Rudi Rasschaert: Obviously it is important for a park to have a big hit, preferable with a “first time ride”. We have done this in the past several times successfully. But we have to be careful; we need to make sure that a new ride will “fit” into the park, that it complies to the general atmosphere of the park. It must reflect what people expect and want. In the long term this is much more important than having the scoop itself.
Patrick: How important is a mascot for the recognition of a park?
Rudi Rasschaert: A mascot can not bear the entire identity of the park. We should see a mascot as a recognition towards the public. But of course for children it is very important to have one, also to ensure merchandising. We start this season with the Fun Brigade, a concept that symbolizes both the park and its 50 attractions, and in the short term this will be translated into 4 concrete figures that you can meet in the park.
Patrick: Bobbejaanland is one of the few parks with a lot of indoor activity. For a country like Belgian, we could even state the park is “rain-safe”. But is this a requirement when choosing new rides?
Rudi Rasschaert: It seems logical that a good balance between indoor and outdoor rides must exist, so we certainly keep this in mind when deciding on which new ride would be built. Even with rain, you give people a reason to come to Bobbejaanland. Theme parks are heavily dependent on the weather anyway, and there we simply have no control. So all we can do, is trying to neutralize that factor as much as possible.
Patrick: Are winter openings not possible with so many indoor attractions?
Rudi Rasschaert: Perhaps – that is certainly a direction we are currently having a look at. But it requires much effort at all levels and therefore it is not always profitable.
But in case you wonder, we have no technical limitations to move forward on this concept.
Patrick: How do you see Bobbejaanland evolve in the coming years?
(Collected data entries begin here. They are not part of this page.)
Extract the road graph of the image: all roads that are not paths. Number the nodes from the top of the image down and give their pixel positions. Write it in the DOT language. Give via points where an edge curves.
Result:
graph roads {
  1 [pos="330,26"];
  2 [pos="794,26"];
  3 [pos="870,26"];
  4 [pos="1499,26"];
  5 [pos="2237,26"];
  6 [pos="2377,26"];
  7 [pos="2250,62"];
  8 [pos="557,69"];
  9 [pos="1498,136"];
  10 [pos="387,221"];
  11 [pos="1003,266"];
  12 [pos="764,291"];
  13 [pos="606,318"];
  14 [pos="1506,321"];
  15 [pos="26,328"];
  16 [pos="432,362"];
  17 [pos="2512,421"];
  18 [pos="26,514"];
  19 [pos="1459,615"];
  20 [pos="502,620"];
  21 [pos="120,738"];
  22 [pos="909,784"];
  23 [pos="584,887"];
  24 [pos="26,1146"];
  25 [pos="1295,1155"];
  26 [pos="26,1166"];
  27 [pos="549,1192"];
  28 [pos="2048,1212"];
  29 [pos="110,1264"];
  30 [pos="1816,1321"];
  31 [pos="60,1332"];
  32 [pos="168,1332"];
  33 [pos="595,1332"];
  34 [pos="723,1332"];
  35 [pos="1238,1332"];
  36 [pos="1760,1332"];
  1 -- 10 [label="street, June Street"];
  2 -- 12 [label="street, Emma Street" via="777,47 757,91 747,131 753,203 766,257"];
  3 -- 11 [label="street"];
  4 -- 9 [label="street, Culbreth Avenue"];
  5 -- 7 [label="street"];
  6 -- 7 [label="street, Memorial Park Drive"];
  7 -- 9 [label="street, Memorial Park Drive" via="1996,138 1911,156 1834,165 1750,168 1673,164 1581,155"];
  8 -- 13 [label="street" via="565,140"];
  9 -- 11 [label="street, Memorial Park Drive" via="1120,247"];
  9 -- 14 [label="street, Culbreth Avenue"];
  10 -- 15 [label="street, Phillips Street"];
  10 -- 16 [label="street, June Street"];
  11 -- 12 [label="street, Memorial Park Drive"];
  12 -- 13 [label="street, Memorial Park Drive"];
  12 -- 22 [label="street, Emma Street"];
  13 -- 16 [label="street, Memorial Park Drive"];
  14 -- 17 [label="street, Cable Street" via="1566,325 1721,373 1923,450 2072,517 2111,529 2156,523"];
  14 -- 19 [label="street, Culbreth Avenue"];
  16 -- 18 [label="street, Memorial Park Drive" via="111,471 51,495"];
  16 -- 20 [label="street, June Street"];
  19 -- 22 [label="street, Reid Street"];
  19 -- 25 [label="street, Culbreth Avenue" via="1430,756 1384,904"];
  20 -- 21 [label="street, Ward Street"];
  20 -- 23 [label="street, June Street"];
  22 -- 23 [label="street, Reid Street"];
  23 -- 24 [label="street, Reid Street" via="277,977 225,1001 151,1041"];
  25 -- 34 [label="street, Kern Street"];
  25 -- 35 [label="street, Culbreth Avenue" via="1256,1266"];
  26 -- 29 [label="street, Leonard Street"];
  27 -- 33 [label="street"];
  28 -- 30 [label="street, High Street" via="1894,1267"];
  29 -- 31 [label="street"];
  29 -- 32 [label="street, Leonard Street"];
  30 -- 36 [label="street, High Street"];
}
Rudi Rasschaert: We continue to invest in new attractions, well-trained staff and experience, a policy that we have years and who is successful to date. Especially in terms of events there are many possibilities, and people from the Netherlands to convince them to re-discover park.
Patrick: Can a park as Bobbejaanland grow any further?
Rudi Rasschaert: Yes. Look at the phenomenal growth rates of last season. Unlimited growth is of course not possible, but currently there is certainly margin for further growth.
Patrick: Does Bobbejaanland miss international charisma to attract more people from over the borders?
Rudi Rasschaert: I believe that in Belgium none of the parks have enough charisma to attract foreigners. Although we should not be to tough on ourselves: Bobbejaanland attracts 100.000 of German and Dutch visitors, which is not that bad at all.
Patrick: Thank you for your time. We wish Bobbejaanland and yourself a fantastic 2010 season.